Your BAS Preparation Action Plan
Use this checklist as your go-to reference each BAS period. Working through these steps in order ensures nothing is missed and your lodgement figures are accurate.
- Reconcile all bank transactions for the BAS period. Clear every unreconciled item so your accounts reflect actual cash movements.
- Audit GST codes across all transactions. Pay close attention to mixed-classification areas such as motor vehicle expenses, entertainment, and items with partial GST credits.
- Review outstanding and draft invoices. Confirm each invoice is approved, correctly dated within the period, and allocated to the right GST code.
- Clear any suspense or unallocated accounts. Every dollar sitting in these accounts is a potential misstatement on your BAS.
- Reconcile payroll totals against W1 and W2 figures. Match gross wages and PAYG withholding amounts to your payroll reports so these fields are accurate before you generate the Activity Statement.
- Run the Activity Statement report in Xero and cross-check each field against the GST Reconciliation report. Verify that 1A, 1B, and the calculated net GST amount align between reports.

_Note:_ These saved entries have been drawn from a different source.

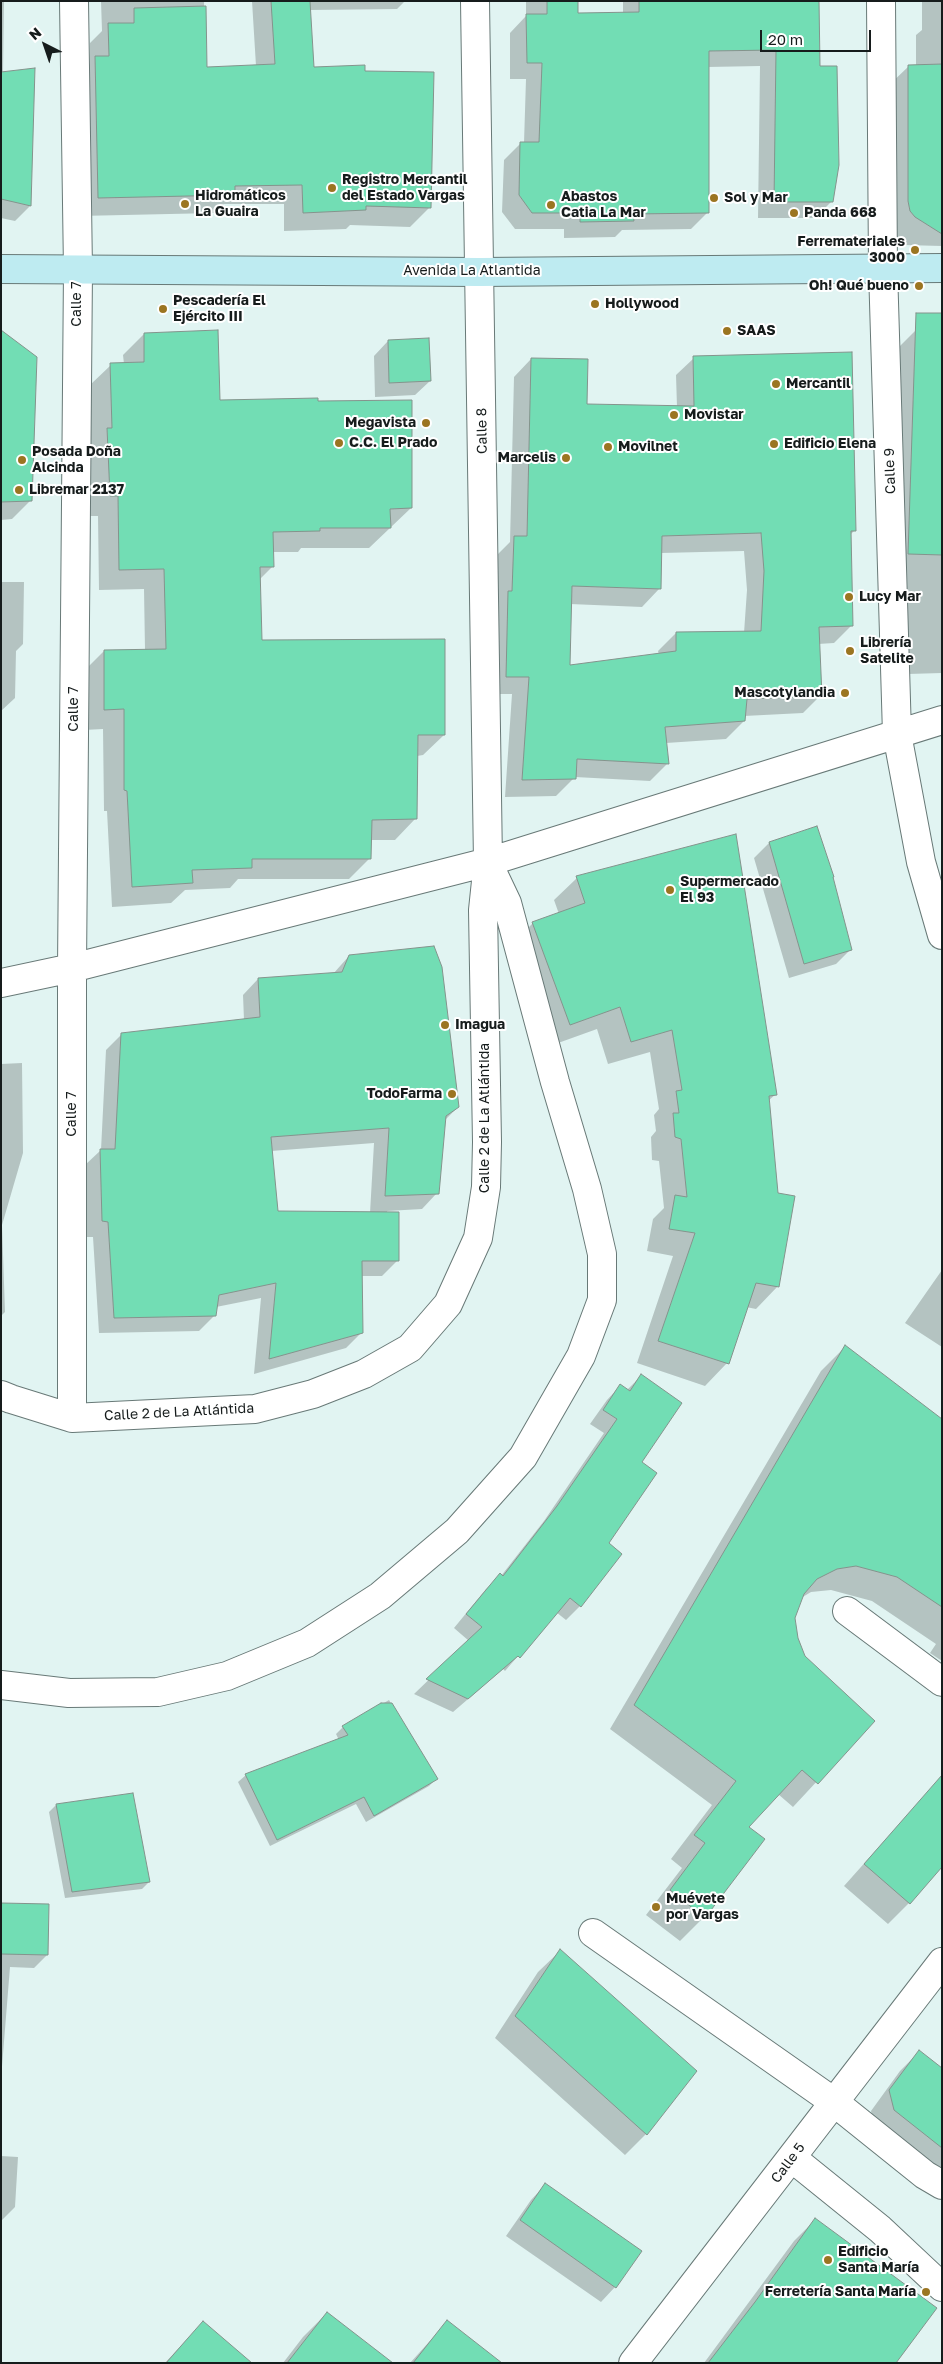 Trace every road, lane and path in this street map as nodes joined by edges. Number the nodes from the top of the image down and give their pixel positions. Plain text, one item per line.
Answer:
1 (74, 1) edge
2 (475, 1) edge
3 (881, 1) edge
4 (942, 268) edge
5 (1, 269) edge
6 (884, 269) junction
7 (78, 270) junction
8 (480, 272) junction
9 (942, 720) edge
10 (898, 734) junction
11 (488, 862) junction
12 (942, 935) edge
13 (72, 968) junction
14 (1, 983) edge
15 (1, 1394) edge
16 (72, 1418) junction
17 (847, 1611) dead end
18 (942, 1682) edge
19 (1, 1685) edge
20 (593, 1933) dead end
21 (942, 1962) edge
22 (834, 2102) junction
23 (792, 2158) junction
24 (942, 2185) edge
25 (942, 2287) edge
26 (633, 2363) edge

1 - 7 street, Calle 7
2 - 8 street, Calle 8
3 - 6 street, Calle 9
4 - 6 street, Avenida La Atlantida
5 - 7 street, Avenida La Atlantida
6 - 8 street, Avenida La Atlantida
6 - 10 street, Calle 9
7 - 8 street, Avenida La Atlantida
7 - 13 street, Calle 7
8 - 11 street, Calle 8
9 - 10 street
10 - 11 street
10 - 12 street, Calle 9
11 - 13 street
11 - 16 street, Calle 2 de La Atlántida
11 - 19 street
13 - 14 street
13 - 16 street, Calle 7
15 - 16 street, Calle 2 de La Atlántida
17 - 18 street
20 - 22 street
21 - 22 street, Calle 5
22 - 23 street, Calle 5
22 - 24 street
23 - 25 street
23 - 26 street, Calle 5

- Correct any discrepancies and re-run the report until every figure is verified. Do not lodge until the two reports agree.
- Lodge through Xero's SBR connection, the ATO Business Portal, or your registered BAS agent before the applicable deadline.
- Mark the Activity Statement as Filed in Xero and record the ATO payment or refund against the correct liability account.
- Verify the ATO liability account balance is zero for that period. A remaining balance signals a recording error that needs correction before the next quarter.
This workflow becomes noticeably faster with repetition. The biggest time savings come not from the review stage itself, but from maintaining consistent, accurate data entry practices throughout the quarter. When transactions are coded correctly as they occur, the pre-lodgement review is a confirmation step rather than a correction exercise.
Consistent quarterly BAS preparation, following this Xero BAS guide for Australia, builds a reliable financial record over time. That record reduces your audit risk, strengthens your position if the ATO raises queries, and gives you a clearer, more current picture of your tax obligations and cash flow across every reporting period.